Кажется, ещё чуть-чуть, и образы разорвут разум на части. Это её самая нелюбимая жизнь — та, где она не в себе, а он чертовски недосягаем. Запах краски кружит голову; она широко распахивает окно, отправляя край занавесок в полёт к потолку, и смотрит вниз с пятого этажа на огни освещённых улиц. Ночной апрельский воздух холоден и влажен, всё это что-то чертовски напоминает, но мысль трудно поймать. Кажется только, она была счастлива в этот момент.
Изображение на холсте чуть поворачивает голову; он точно смотрит прямо в комнату сквозь вырез этого чёртового шлема, который она уже ненавидит.
— Здравствуй, а вот и я. Ещё жива.
Смех да и только — говорить с картиной, точнее, с наброском, пародией на человека, но прошло то время, когда она чему-то удивлялась. Шестое чувство подсказывает, что в мире есть вещи куда страшнее. Снова в груди рвётся её тьма, скребёт по рёбрам когтями и зубами, напоминая о голоде; она задыхается, даже подставив лицо ворвавшемуся ветру, и дрожащей рукой хватает упаковку с таблетками. Пережить бы, перебыть — даже этот чёртов апрель должен когда-нибудь умереть. Она убивает его в себе и снова выходит на поиски.
Пронзительный взгляд ловит её с противоположной стороны улицы — это точно должен быть он, снова. Вспыхивают в памяти и лицо, и десятки имён; он ещё не подошёл, но голос звучит у самого уха — низкий, глубокий. Плечи и правда широкие, он на голову выше. Теперь есть всё для полноценного портрета.
Но холст захватывают все оттенки красного. Разум горит, подкидывая совершенно дикие воспоминания, однако в них всегда её руки и его разобранное по частям тело, голая, обглоданная кость ниже колена. Как же теперь собрать всё воедино? Тошнит от собственных снов, кажется, она даже улавливает запах, но сердце почему-то спокойно: всё это уже давно было. Она кровит безумием и рычит, будто так сможет прогнать рвущуюся из груди тьму, но они с ней давно едины: таков был добровольный выбор, сопротивление бессмысленно.

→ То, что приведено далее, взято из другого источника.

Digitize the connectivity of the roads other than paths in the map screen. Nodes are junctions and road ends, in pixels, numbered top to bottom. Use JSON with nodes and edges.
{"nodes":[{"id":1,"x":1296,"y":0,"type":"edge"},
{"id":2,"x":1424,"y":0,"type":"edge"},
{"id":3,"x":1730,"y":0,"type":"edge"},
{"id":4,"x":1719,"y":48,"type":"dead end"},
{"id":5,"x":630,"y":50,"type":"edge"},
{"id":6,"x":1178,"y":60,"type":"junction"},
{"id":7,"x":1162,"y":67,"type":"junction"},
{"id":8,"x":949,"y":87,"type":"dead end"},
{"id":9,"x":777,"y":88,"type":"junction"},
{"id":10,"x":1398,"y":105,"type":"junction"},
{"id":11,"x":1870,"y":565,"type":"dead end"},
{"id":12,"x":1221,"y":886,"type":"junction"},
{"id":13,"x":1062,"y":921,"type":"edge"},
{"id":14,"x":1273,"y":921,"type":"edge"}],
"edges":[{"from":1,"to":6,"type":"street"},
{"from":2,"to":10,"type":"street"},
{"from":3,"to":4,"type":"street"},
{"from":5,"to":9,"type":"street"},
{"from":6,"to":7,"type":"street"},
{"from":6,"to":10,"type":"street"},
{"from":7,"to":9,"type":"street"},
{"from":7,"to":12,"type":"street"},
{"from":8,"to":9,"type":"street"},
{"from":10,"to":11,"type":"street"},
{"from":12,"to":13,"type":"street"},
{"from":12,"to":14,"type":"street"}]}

Это её самая нелюбимая версия его — та, которая мучает молчанием и раздирает душу одним лишь сочувствующим взглядом. Это не тот человек с холста. Шутка ли, он всего раз был мягкотелым рыцарем из сказки — в тот момент, когда её и встретил, — но Тир свой шанс упустил. С такой восхитительной беспринципностью и холодным разумом не хватало только одного толчка в сторону тьмы, но подчинился он, только увидев там её лицо. Совершенно ясно, что его наглым образом обманули, пообещав свободу.
Те жизни ей нравились намного больше. Речи о справедливости звучали куда жестче, он мог вершить суд так, как считал нужным, без оглядки на совесть — и ему это нравилось. Ко всему прочему, никто не мог носить чёрные доспехи так, как он, а больше, со стороны, ничего принципиально не изменилось: паладина не вытравишь ни чёрным, ни белым цветом.
Проницательность всегда на его стороне, кем бы они ни были, но сейчас он смотрит так, будто знает куда больше неё самой, проверяет нервы на прочность, с усмешкой оглядывает жилище, холсты и пачку таблеток на столе.
— А ты измельчала.
В голосе нет ни намёка на желание задеть, только констатация факта, но сердце всё равно сводит судорогой: он всегда говорит то, что думает, поэтому всегда над ней возвышается.
— Доиграешься, и я выкину тебя отсюда.
— Может, я давно этого жду? — он откидывается, сверлит её тёмным взглядом, и воспоминание о рыцаре с холста окатывает ледяной водой. — Не только ты меня держишь, но и я сам. Наверное, ещё не всё потеряно, раз мне тебя жаль, — наглый акцент выводит из себя тьму внутри, она шипит, вьётся клубками, будто где-то в груди оживились сотни ядовитых змей. Рука резко вскидывается, пытаясь нащупать таблетки, а он лишь провожает её ленивым взглядом, пока не вздыхает. — Это… сдерживание — просто фарс.